• Work instruction:
Return all lines of the listing below that carry the word "leaves".

• The input:
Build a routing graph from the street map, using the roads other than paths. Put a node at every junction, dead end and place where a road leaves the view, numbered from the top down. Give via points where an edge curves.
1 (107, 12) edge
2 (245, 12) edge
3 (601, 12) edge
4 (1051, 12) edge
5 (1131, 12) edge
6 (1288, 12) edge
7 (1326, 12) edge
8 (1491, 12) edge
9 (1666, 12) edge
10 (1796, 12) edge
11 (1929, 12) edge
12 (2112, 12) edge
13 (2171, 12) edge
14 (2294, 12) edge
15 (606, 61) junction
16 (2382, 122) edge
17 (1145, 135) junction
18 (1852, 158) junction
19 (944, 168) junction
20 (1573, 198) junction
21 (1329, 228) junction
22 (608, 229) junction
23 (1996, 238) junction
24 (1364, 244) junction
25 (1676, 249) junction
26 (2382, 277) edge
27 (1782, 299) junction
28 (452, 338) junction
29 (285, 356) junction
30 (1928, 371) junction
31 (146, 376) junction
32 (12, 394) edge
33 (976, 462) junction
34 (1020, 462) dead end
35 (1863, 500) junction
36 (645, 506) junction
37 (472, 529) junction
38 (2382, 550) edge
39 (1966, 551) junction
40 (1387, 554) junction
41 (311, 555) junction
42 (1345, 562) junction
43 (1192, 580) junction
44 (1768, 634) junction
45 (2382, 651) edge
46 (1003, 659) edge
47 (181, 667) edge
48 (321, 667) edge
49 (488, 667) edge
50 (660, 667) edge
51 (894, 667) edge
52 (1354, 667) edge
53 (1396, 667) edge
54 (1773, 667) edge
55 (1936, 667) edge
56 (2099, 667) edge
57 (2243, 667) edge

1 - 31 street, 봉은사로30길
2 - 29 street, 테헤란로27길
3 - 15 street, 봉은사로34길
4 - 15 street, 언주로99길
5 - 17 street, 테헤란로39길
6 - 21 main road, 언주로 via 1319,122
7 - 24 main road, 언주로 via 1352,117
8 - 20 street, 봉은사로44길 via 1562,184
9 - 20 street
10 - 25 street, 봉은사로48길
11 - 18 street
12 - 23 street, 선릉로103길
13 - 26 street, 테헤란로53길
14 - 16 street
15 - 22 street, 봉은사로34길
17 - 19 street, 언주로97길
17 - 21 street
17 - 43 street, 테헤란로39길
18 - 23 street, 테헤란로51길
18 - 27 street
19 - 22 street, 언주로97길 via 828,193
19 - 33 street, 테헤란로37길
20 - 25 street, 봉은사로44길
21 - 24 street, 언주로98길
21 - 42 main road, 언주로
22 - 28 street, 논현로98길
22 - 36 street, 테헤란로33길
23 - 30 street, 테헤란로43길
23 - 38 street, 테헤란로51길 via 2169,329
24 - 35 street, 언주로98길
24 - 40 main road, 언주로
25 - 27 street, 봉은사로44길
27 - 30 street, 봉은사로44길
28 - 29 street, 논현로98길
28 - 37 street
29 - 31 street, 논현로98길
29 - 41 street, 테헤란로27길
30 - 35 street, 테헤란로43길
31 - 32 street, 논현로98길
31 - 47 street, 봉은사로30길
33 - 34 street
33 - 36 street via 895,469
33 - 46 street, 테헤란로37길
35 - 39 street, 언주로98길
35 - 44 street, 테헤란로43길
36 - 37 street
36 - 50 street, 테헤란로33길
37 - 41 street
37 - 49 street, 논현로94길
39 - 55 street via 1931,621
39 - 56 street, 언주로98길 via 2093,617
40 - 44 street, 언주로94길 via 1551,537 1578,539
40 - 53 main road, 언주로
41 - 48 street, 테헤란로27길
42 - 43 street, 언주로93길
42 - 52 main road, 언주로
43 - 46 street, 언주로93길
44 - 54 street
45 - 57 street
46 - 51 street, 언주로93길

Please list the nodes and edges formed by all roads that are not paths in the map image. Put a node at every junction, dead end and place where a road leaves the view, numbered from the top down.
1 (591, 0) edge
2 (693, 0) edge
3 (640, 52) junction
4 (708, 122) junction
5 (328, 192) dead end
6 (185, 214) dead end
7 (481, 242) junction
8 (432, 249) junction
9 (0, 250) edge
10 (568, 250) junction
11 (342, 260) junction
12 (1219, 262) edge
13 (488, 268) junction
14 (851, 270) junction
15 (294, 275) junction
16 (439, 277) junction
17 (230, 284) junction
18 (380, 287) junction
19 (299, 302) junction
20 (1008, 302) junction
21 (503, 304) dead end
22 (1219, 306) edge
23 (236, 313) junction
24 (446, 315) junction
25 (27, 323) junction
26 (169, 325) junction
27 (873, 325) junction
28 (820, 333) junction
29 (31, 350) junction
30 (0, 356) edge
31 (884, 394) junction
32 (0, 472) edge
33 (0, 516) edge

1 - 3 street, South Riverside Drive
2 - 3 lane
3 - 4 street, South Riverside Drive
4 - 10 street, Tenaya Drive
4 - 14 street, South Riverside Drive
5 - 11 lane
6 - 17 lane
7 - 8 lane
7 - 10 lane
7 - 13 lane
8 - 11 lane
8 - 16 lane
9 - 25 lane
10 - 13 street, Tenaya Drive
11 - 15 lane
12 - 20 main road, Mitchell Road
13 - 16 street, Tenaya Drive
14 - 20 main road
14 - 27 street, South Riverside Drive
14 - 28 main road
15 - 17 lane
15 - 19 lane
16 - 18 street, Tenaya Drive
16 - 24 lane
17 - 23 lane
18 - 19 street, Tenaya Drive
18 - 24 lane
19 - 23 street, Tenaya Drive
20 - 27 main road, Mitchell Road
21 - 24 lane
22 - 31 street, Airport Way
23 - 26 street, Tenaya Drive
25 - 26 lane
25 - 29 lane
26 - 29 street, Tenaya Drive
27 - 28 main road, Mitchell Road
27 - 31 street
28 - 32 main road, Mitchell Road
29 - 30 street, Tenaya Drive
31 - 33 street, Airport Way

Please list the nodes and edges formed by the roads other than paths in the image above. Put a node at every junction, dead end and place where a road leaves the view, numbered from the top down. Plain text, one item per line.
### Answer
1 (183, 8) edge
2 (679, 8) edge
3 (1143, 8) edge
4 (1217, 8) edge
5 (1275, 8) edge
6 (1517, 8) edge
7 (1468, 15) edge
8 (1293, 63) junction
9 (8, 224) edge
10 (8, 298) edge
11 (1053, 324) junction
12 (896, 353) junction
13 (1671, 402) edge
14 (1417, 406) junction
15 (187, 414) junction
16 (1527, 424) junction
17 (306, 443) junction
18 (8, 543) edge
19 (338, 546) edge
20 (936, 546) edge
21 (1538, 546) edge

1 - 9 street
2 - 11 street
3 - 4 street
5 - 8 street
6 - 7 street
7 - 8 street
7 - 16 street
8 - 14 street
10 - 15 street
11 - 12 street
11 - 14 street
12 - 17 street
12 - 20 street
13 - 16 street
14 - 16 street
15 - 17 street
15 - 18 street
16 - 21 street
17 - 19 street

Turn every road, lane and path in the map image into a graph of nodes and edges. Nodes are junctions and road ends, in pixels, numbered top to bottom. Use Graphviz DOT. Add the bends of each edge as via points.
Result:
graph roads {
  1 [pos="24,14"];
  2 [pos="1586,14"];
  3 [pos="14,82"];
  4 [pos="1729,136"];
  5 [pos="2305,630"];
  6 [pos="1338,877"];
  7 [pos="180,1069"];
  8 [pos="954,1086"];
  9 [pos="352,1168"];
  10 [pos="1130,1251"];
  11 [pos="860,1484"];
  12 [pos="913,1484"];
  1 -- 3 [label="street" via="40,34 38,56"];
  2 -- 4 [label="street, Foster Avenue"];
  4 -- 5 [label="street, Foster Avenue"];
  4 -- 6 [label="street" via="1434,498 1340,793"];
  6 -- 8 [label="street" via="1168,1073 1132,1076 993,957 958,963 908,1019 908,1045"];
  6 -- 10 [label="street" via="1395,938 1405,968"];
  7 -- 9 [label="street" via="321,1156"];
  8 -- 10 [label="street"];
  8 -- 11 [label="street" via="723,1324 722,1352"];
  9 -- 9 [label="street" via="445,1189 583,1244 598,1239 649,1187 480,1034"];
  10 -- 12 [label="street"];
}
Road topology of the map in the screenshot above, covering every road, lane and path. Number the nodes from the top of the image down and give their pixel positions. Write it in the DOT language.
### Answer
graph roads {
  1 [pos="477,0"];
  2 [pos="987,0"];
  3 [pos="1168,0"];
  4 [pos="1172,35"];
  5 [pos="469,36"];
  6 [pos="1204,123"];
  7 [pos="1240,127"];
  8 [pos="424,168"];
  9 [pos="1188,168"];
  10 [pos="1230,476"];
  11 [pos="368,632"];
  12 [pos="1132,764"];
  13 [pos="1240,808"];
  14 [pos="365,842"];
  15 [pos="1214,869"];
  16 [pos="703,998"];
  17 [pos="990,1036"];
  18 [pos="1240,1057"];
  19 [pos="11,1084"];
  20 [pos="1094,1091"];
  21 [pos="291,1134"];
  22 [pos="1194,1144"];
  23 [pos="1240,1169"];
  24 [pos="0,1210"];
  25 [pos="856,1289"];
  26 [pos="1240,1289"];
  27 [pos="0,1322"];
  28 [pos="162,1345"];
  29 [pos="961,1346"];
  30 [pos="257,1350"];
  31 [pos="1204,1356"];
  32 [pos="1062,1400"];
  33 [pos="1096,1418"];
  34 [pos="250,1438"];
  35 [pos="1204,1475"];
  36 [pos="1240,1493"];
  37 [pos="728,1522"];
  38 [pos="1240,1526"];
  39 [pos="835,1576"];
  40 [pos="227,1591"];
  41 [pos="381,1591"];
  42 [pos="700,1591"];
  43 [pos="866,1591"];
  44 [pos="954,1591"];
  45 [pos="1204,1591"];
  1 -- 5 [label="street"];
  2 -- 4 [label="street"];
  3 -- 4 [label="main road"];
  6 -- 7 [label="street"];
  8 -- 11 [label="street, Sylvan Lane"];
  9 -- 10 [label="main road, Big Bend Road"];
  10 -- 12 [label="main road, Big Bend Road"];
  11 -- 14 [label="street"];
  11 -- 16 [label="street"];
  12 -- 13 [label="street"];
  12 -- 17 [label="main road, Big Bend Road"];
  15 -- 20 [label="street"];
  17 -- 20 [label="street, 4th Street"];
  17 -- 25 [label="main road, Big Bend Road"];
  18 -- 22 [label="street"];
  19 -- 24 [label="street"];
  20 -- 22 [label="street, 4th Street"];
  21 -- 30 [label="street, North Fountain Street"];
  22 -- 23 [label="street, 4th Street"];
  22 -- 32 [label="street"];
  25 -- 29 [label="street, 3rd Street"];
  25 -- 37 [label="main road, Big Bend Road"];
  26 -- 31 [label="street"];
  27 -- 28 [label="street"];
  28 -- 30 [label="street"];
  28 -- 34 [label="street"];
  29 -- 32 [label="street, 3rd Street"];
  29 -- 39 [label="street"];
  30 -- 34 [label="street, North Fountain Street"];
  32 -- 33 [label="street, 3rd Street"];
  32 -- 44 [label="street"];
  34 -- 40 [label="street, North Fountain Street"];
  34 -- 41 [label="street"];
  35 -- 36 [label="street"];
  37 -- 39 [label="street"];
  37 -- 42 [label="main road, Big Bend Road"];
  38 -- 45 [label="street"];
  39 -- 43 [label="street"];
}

• Written solution:
Build a routing graph from the street map, using the roads other than paths. Put a node at every junction, dead end and place where a road leaves the view, numbered from the top down. Give via points where an edge curves.
Please list the nodes and edges formed by all roads that are not paths in the map image. Put a node at every junction, dead end and place where a road leaves the view, numbered from the top down.
Please list the nodes and edges formed by the roads other than paths in the image above. Put a node at every junction, dead end and place where a road leaves the view, numbered from the top down. Plain text, one item per line.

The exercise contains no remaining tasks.